ACTION ITEM
Read through the lines below for the string "West" and copy each one that has it.

RECORDS
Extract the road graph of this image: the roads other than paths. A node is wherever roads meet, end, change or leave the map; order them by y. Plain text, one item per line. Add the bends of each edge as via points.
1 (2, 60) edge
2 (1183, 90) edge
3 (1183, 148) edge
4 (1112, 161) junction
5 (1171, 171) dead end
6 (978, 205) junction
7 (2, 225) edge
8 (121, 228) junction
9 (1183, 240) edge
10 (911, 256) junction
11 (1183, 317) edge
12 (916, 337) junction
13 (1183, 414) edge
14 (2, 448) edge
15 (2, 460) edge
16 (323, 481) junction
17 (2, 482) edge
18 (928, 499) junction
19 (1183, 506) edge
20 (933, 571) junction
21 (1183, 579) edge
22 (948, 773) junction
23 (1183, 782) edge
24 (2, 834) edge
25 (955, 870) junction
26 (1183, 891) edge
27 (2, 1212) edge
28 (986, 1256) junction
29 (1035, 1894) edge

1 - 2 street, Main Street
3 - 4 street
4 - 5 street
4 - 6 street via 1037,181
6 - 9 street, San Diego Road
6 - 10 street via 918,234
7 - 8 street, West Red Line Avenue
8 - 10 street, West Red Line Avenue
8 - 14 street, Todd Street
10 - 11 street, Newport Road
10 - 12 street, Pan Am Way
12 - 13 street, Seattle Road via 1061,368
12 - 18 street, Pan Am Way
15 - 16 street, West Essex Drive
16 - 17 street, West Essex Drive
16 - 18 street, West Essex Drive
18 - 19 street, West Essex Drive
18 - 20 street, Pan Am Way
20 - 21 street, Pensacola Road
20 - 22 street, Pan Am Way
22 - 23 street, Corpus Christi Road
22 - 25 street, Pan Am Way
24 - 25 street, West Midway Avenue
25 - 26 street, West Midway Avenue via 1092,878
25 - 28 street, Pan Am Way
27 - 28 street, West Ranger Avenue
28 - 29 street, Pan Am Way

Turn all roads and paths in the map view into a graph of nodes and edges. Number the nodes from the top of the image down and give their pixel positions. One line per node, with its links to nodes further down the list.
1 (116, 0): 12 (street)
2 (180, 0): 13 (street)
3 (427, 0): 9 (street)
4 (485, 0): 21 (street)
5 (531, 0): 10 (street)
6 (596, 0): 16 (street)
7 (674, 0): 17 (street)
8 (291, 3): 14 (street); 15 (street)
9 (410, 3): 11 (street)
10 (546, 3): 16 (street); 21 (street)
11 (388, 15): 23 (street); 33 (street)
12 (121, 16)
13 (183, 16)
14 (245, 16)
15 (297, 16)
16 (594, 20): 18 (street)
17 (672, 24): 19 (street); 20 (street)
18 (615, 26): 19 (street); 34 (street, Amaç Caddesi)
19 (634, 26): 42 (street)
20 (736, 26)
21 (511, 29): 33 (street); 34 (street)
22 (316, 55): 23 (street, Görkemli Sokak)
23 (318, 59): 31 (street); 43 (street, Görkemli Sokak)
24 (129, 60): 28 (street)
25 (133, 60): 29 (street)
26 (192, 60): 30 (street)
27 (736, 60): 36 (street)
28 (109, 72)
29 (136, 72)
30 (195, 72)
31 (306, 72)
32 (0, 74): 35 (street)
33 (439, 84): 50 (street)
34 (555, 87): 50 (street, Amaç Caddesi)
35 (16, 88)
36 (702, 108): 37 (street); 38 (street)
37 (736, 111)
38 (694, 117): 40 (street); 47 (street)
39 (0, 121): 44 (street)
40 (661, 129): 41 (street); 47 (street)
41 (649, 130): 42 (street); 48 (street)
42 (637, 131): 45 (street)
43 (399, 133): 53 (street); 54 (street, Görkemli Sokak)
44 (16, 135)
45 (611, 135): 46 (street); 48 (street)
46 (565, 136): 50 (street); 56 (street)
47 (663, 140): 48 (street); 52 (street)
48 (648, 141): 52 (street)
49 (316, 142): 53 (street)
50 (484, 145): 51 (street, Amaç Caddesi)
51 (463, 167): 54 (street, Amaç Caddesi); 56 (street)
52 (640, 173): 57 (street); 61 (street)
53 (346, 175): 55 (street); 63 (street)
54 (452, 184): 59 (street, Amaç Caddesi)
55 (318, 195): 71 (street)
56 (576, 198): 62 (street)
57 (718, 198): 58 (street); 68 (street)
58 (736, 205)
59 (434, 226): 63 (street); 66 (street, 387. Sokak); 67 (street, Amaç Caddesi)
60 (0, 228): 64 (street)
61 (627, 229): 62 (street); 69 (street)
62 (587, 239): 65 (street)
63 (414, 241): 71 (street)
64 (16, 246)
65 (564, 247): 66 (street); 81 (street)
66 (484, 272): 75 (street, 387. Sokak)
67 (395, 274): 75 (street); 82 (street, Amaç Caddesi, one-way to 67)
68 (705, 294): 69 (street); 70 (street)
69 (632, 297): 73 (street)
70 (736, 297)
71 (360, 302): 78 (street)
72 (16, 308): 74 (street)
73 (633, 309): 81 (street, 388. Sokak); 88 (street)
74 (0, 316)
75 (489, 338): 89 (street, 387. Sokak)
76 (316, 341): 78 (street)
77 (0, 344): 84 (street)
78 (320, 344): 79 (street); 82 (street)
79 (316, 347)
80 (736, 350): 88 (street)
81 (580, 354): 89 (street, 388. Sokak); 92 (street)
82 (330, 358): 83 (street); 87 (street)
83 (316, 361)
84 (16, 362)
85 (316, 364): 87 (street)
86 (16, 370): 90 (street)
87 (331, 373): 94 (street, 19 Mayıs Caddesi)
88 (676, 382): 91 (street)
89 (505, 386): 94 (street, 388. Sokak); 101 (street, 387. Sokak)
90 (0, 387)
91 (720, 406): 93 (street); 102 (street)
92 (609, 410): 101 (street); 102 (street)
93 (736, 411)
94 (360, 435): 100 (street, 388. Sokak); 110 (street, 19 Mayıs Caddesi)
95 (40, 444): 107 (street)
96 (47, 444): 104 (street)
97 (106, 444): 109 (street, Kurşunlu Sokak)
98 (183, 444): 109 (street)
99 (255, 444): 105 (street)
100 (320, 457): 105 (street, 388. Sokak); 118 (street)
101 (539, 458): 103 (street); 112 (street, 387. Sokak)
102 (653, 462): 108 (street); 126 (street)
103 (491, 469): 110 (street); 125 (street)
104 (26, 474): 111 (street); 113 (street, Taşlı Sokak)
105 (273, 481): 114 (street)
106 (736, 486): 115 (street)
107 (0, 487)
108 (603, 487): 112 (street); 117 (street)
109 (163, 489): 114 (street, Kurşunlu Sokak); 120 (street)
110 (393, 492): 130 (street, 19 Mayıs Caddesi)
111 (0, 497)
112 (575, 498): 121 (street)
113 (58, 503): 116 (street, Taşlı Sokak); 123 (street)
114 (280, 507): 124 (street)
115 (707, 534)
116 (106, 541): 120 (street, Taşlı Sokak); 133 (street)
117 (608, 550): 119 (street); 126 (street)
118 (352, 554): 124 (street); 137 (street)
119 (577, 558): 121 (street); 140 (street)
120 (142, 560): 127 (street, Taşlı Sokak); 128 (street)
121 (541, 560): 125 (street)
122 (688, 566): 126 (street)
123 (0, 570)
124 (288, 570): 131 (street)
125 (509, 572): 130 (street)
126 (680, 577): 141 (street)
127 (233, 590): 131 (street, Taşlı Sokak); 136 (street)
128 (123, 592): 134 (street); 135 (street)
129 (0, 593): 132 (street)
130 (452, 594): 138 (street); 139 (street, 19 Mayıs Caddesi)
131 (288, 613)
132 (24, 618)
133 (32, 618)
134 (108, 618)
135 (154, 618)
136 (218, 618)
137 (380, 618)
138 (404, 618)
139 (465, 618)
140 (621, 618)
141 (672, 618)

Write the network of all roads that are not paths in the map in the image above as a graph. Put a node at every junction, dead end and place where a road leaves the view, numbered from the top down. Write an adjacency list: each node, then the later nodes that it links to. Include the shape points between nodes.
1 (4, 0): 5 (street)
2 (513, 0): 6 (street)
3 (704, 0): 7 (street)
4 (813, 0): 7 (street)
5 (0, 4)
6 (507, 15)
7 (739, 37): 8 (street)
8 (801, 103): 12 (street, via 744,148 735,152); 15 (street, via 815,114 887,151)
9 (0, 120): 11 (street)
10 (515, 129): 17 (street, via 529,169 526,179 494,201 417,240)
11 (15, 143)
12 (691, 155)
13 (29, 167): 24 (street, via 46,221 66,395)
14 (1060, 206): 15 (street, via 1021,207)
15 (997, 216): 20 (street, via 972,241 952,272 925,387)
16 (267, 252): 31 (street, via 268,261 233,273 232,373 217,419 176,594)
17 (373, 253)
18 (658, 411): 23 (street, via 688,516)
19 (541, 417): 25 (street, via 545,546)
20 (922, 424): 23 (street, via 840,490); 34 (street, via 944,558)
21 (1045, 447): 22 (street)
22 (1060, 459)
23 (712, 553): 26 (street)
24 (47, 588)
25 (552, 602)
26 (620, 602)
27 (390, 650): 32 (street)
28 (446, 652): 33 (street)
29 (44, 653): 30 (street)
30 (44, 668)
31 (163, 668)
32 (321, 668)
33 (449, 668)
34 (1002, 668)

ANSWER FOR THE TASK
7 - 8 street, West Red Line Avenue
8 - 10 street, West Red Line Avenue
15 - 16 street, West Essex Drive
16 - 17 street, West Essex Drive
16 - 18 street, West Essex Drive
18 - 19 street, West Essex Drive
24 - 25 street, West Midway Avenue
25 - 26 street, West Midway Avenue via 1092,878
27 - 28 street, West Ranger Avenue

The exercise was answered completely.